HOW TO COMPLETE THIS TASK - For the entries that appear below, write out the exact text and omit the pictures.
━━━━━ PROVIDED MATERIAL
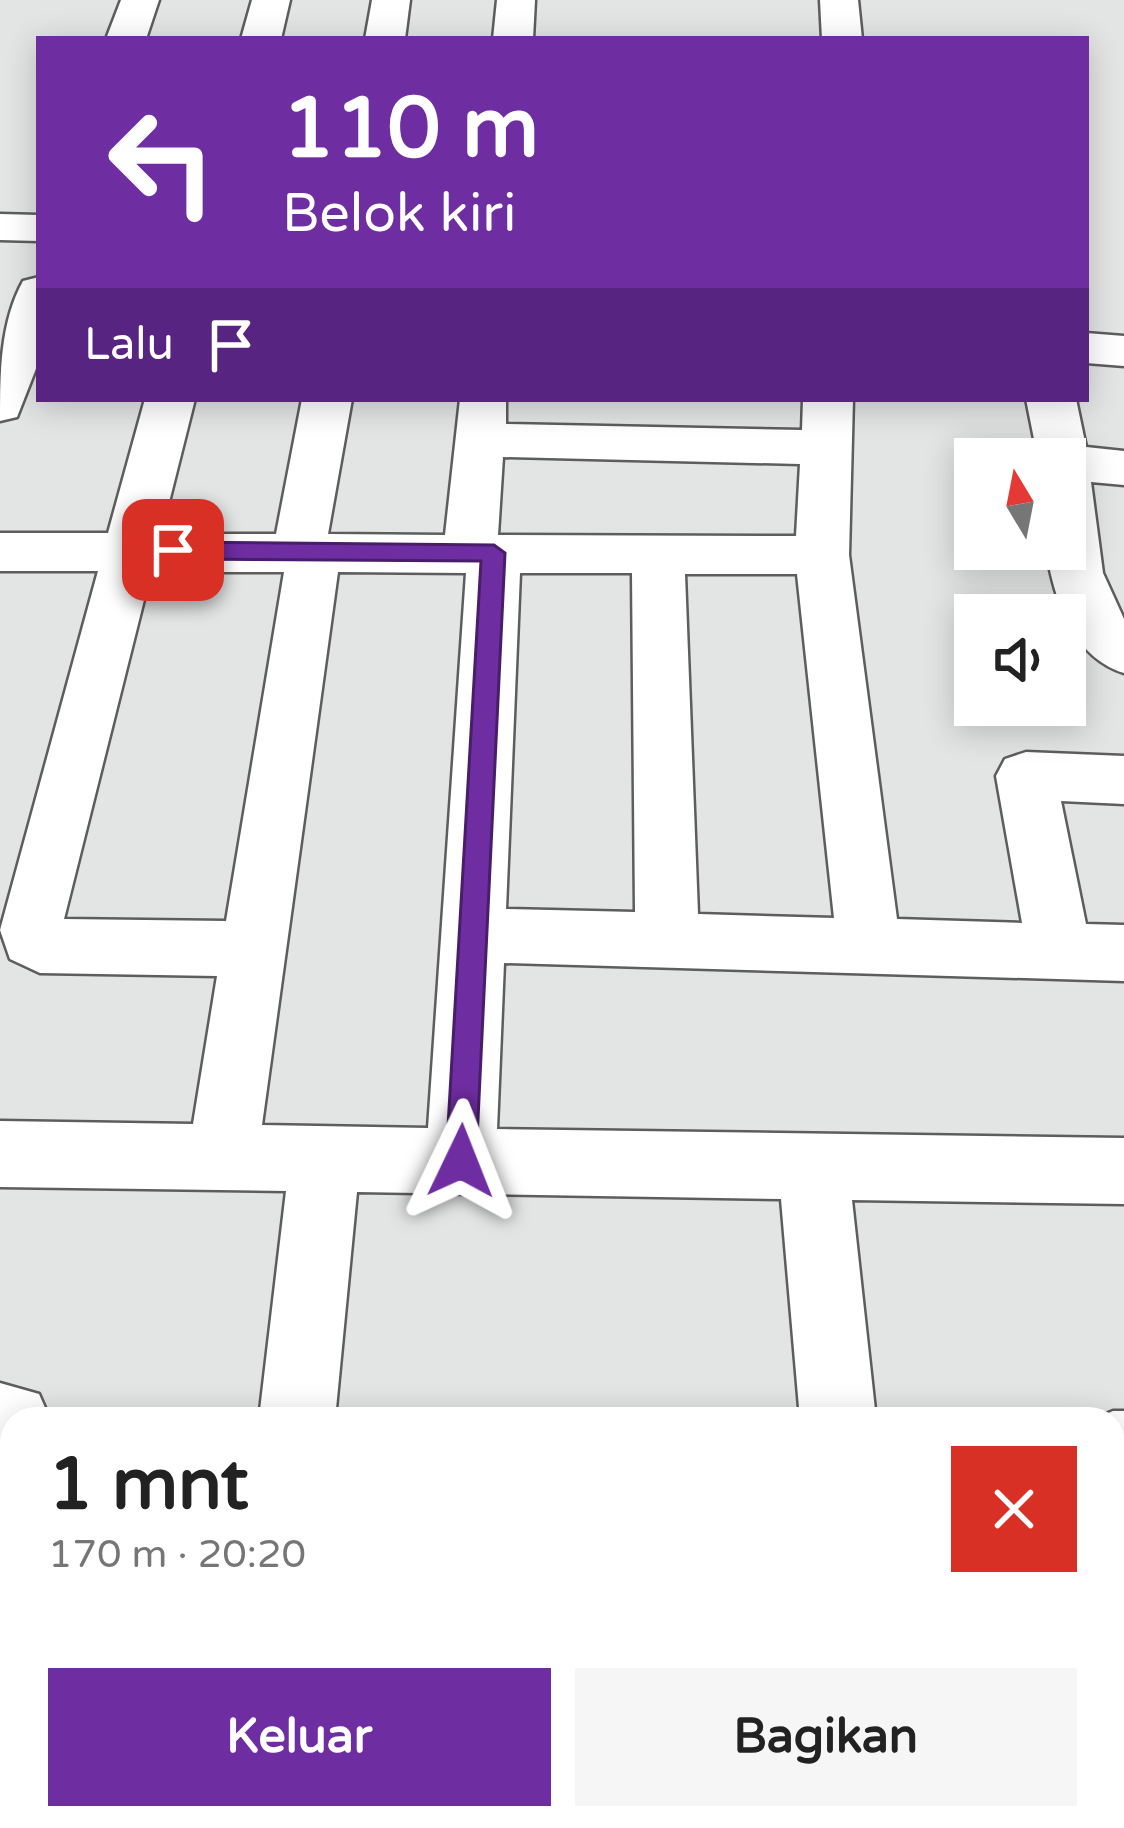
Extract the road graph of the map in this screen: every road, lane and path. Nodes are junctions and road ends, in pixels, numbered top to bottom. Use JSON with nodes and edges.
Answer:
{"nodes":[{"id":1,"x":140,"y":0,"type":"edge"},
{"id":2,"x":271,"y":0,"type":"edge"},
{"id":3,"x":391,"y":0,"type":"edge"},
{"id":4,"x":516,"y":0,"type":"edge"},
{"id":5,"x":839,"y":0,"type":"edge"},
{"id":6,"x":127,"y":36,"type":"edge"},
{"id":7,"x":262,"y":36,"type":"edge"},
{"id":8,"x":386,"y":36,"type":"edge"},
{"id":9,"x":513,"y":36,"type":"edge"},
{"id":10,"x":842,"y":36,"type":"edge"},
{"id":11,"x":0,"y":227,"type":"edge"},
{"id":12,"x":36,"y":228,"type":"edge"},
{"id":13,"x":36,"y":301,"type":"edge"},
{"id":14,"x":1089,"y":348,"type":"edge"},
{"id":15,"x":1124,"y":351,"type":"edge"},
{"id":16,"x":169,"y":402,"type":"edge"},
{"id":17,"x":327,"y":402,"type":"edge"},
{"id":18,"x":1052,"y":402,"type":"edge"},
{"id":19,"x":0,"y":405,"type":"edge"},
{"id":20,"x":481,"y":419,"type":"edge"},
{"id":21,"x":827,"y":424,"type":"edge"},
{"id":22,"x":1059,"y":438,"type":"edge"},
{"id":23,"x":1086,"y":463,"type":"edge"},
{"id":24,"x":1124,"y":468,"type":"edge"},
{"id":25,"x":131,"y":550,"type":"junction"},
{"id":26,"x":307,"y":551,"type":"junction"},
{"id":27,"x":0,"y":552,"type":"edge"},
{"id":28,"x":482,"y":553,"type":"junction"},
{"id":29,"x":658,"y":554,"type":"junction"},
{"id":30,"x":822,"y":555,"type":"junction"},
{"id":31,"x":1077,"y":570,"type":"edge"},
{"id":32,"x":1124,"y":652,"type":"edge"},
{"id":33,"x":1124,"y":780,"type":"edge"},
{"id":34,"x":470,"y":935,"type":"junction"},
{"id":35,"x":667,"y":940,"type":"junction"},
{"id":36,"x":869,"y":946,"type":"junction"},
{"id":37,"x":254,"y":949,"type":"junction"},
{"id":38,"x":1060,"y":951,"type":"junction"},
{"id":39,"x":1124,"y":953,"type":"edge"},
{"id":40,"x":0,"y":1154,"type":"edge"},
{"id":41,"x":222,"y":1160,"type":"junction"},
{"id":42,"x":325,"y":1161,"type":"junction"},
{"id":43,"x":461,"y":1161,"type":"junction"},
{"id":44,"x":813,"y":1164,"type":"junction"},
{"id":45,"x":1124,"y":1171,"type":"edge"},
{"id":46,"x":298,"y":1407,"type":"edge"},
{"id":47,"x":837,"y":1407,"type":"edge"}],
"edges":[{"from":1,"to":6,"type":"street"},
{"from":2,"to":7,"type":"street"},
{"from":3,"to":8,"type":"street"},
{"from":4,"to":9,"type":"street"},
{"from":5,"to":10,"type":"street"},
{"from":11,"to":12,"type":"street"},
{"from":13,"to":19,"type":"street"},
{"from":14,"to":15,"type":"street"},
{"from":16,"to":25,"type":"street"},
{"from":17,"to":26,"type":"street"},
{"from":18,"to":22,"type":"street"},
{"from":20,"to":21,"type":"street"},
{"from":20,"to":28,"type":"street"},
{"from":21,"to":30,"type":"street"},
{"from":23,"to":24,"type":"street"},
{"from":25,"to":26,"type":"street"},
{"from":25,"to":27,"type":"street"},
{"from":25,"to":37,"type":"street"},
{"from":26,"to":28,"type":"street"},
{"from":26,"to":37,"type":"street"},
{"from":28,"to":29,"type":"street"},
{"from":28,"to":34,"type":"street"},
{"from":29,"to":30,"type":"street"},
{"from":29,"to":35,"type":"street"},
{"from":30,"to":36,"type":"street"},
{"from":31,"to":32,"type":"street"},
{"from":33,"to":38,"type":"street"},
{"from":34,"to":35,"type":"street"},
{"from":34,"to":43,"type":"street"},
{"from":35,"to":36,"type":"street"},
{"from":36,"to":38,"type":"street"},
{"from":37,"to":41,"type":"street"},
{"from":38,"to":39,"type":"street"},
{"from":40,"to":41,"type":"street"},
{"from":41,"to":42,"type":"street"},
{"from":42,"to":43,"type":"street"},
{"from":42,"to":46,"type":"street"},
{"from":43,"to":44,"type":"street"},
{"from":44,"to":45,"type":"street"},
{"from":44,"to":47,"type":"street"}]}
━━━━━━━━━━
RESULT FOR THIS EXERCISE -
Extract the road graph of the map in this screen: every road, lane and path. Nodes are junctions and road ends, in pixels, numbered top to bottom. Use JSON with nodes and edges.
Answer:
{"nodes":[{"id":1,"x":140,"y":0,"type":"edge"},
{"id":2,"x":271,"y":0,"type":"edge"},
{"id":3,"x":391,"y":0,"type":"edge"},
{"id":4,"x":516,"y":0,"type":"edge"},
{"id":5,"x":839,"y":0,"type":"edge"},
{"id":6,"x":127,"y":36,"type":"edge"},
{"id":7,"x":262,"y":36,"type":"edge"},
{"id":8,"x":386,"y":36,"type":"edge"},
{"id":9,"x":513,"y":36,"type":"edge"},
{"id":10,"x":842,"y":36,"type":"edge"},
{"id":11,"x":0,"y":227,"type":"edge"},
{"id":12,"x":36,"y":228,"type":"edge"},
{"id":13,"x":36,"y":301,"type":"edge"},
{"id":14,"x":1089,"y":348,"type":"edge"},
{"id":15,"x":1124,"y":351,"type":"edge"},
{"id":16,"x":169,"y":402,"type":"edge"},
{"id":17,"x":327,"y":402,"type":"edge"},
{"id":18,"x":1052,"y":402,"type":"edge"},
{"id":19,"x":0,"y":405,"type":"edge"},
{"id":20,"x":481,"y":419,"type":"edge"},
{"id":21,"x":827,"y":424,"type":"edge"},
{"id":22,"x":1059,"y":438,"type":"edge"},
{"id":23,"x":1086,"y":463,"type":"edge"},
{"id":24,"x":1124,"y":468,"type":"edge"},
{"id":25,"x":131,"y":550,"type":"junction"},
{"id":26,"x":307,"y":551,"type":"junction"},
{"id":27,"x":0,"y":552,"type":"edge"},
{"id":28,"x":482,"y":553,"type":"junction"},
{"id":29,"x":658,"y":554,"type":"junction"},
{"id":30,"x":822,"y":555,"type":"junction"},
{"id":31,"x":1077,"y":570,"type":"edge"},
{"id":32,"x":1124,"y":652,"type":"edge"},
{"id":33,"x":1124,"y":780,"type":"edge"},
{"id":34,"x":470,"y":935,"type":"junction"},
{"id":35,"x":667,"y":940,"type":"junction"},
{"id":36,"x":869,"y":946,"type":"junction"},
{"id":37,"x":254,"y":949,"type":"junction"},
{"id":38,"x":1060,"y":951,"type":"junction"},
{"id":39,"x":1124,"y":953,"type":"edge"},
{"id":40,"x":0,"y":1154,"type":"edge"},
{"id":41,"x":222,"y":1160,"type":"junction"},
{"id":42,"x":325,"y":1161,"type":"junction"},
{"id":43,"x":461,"y":1161,"type":"junction"},
{"id":44,"x":813,"y":1164,"type":"junction"},
{"id":45,"x":1124,"y":1171,"type":"edge"},
{"id":46,"x":298,"y":1407,"type":"edge"},
{"id":47,"x":837,"y":1407,"type":"edge"}],
"edges":[{"from":1,"to":6,"type":"street"},
{"from":2,"to":7,"type":"street"},
{"from":3,"to":8,"type":"street"},
{"from":4,"to":9,"type":"street"},
{"from":5,"to":10,"type":"street"},
{"from":11,"to":12,"type":"street"},
{"from":13,"to":19,"type":"street"},
{"from":14,"to":15,"type":"street"},
{"from":16,"to":25,"type":"street"},
{"from":17,"to":26,"type":"street"},
{"from":18,"to":22,"type":"street"},
{"from":20,"to":21,"type":"street"},
{"from":20,"to":28,"type":"street"},
{"from":21,"to":30,"type":"street"},
{"from":23,"to":24,"type":"street"},
{"from":25,"to":26,"type":"street"},
{"from":25,"to":27,"type":"street"},
{"from":25,"to":37,"type":"street"},
{"from":26,"to":28,"type":"street"},
{"from":26,"to":37,"type":"street"},
{"from":28,"to":29,"type":"street"},
{"from":28,"to":34,"type":"street"},
{"from":29,"to":30,"type":"street"},
{"from":29,"to":35,"type":"street"},
{"from":30,"to":36,"type":"street"},
{"from":31,"to":32,"type":"street"},
{"from":33,"to":38,"type":"street"},
{"from":34,"to":35,"type":"street"},
{"from":34,"to":43,"type":"street"},
{"from":35,"to":36,"type":"street"},
{"from":36,"to":38,"type":"street"},
{"from":37,"to":41,"type":"street"},
{"from":38,"to":39,"type":"street"},
{"from":40,"to":41,"type":"street"},
{"from":41,"to":42,"type":"street"},
{"from":42,"to":43,"type":"street"},
{"from":42,"to":46,"type":"street"},
{"from":43,"to":44,"type":"street"},
{"from":44,"to":45,"type":"street"},
{"from":44,"to":47,"type":"street"}]}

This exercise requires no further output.